[llvm] r335446 - [X86] Block commuting operand 1 of FMA*_Int instructions in findThreeSrcCommutedOpIndices. Remove uncommutable returns from getThreeSrcCommuteCase/getFMA3OpcodeToCommuteOperands.

Craig Topper via llvm-commits llvm-commits at lists.llvm.org
Sun Jun 24 23:05:37 PDT 2018


Author: ctopper
Date: Sun Jun 24 23:05:37 2018
New Revision: 335446

URL: http://llvm.org/viewvc/llvm-project?rev=335446&view=rev
Log:
[X86] Block commuting operand 1 of FMA*_Int instructions in findThreeSrcCommutedOpIndices. Remove uncommutable returns from getThreeSrcCommuteCase/getFMA3OpcodeToCommuteOperands.
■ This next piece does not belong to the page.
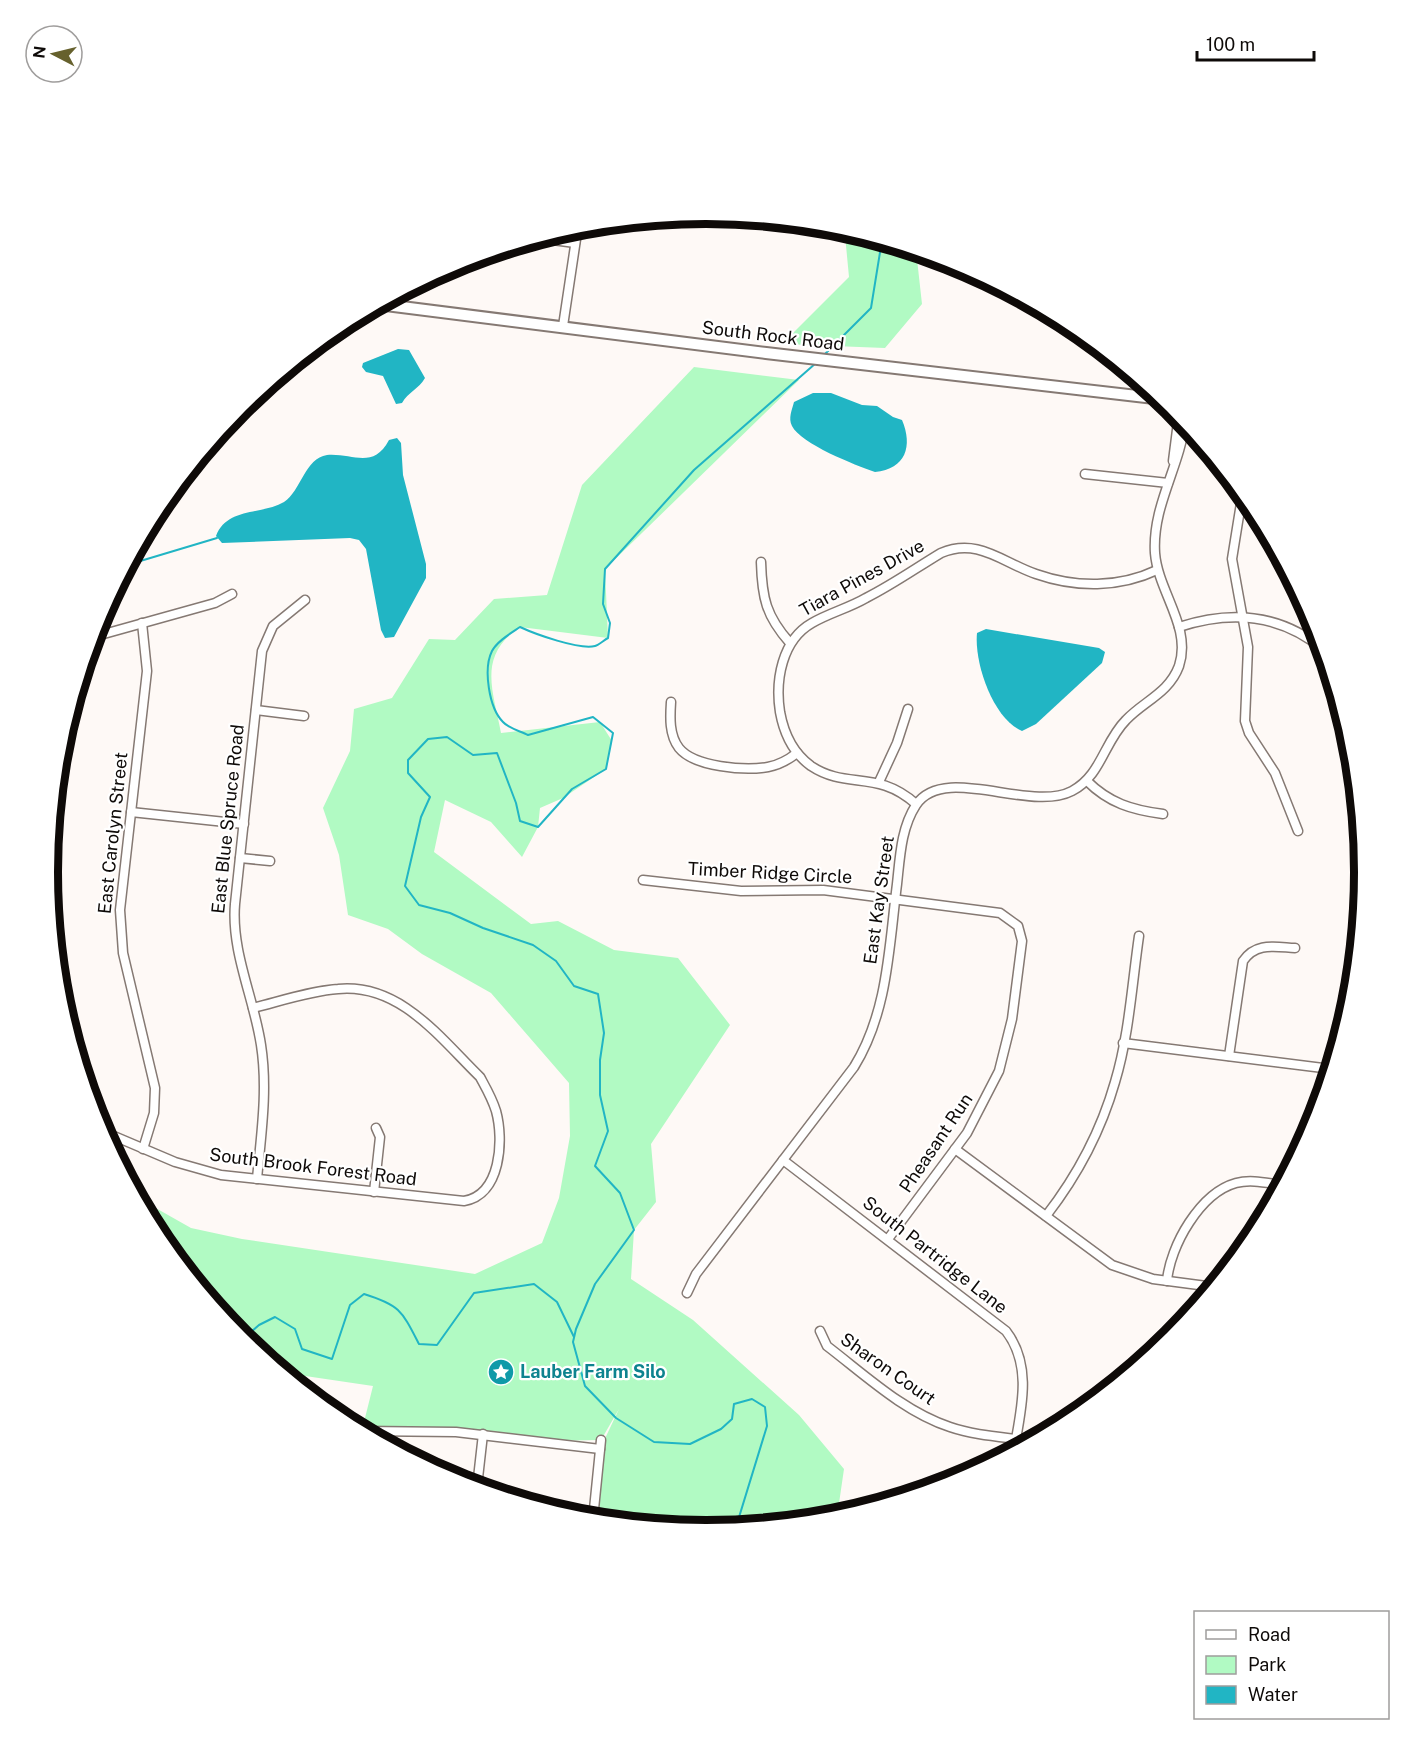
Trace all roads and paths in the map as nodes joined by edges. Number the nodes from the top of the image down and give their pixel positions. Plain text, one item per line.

We should be blocking the operand while we are in the routine that tries to find commutable operand indices. Doing it later means we might have missed out on another valid set of operands we could have commuted.

The intrinsic case was the only case that could really prevent commuting in getFMA3OpcodeToCommuteOperands. All the other cases in getThreeSrcCommuteCase were not reachable conditions as they were protected by findThreeSrcCommutedOpIndices.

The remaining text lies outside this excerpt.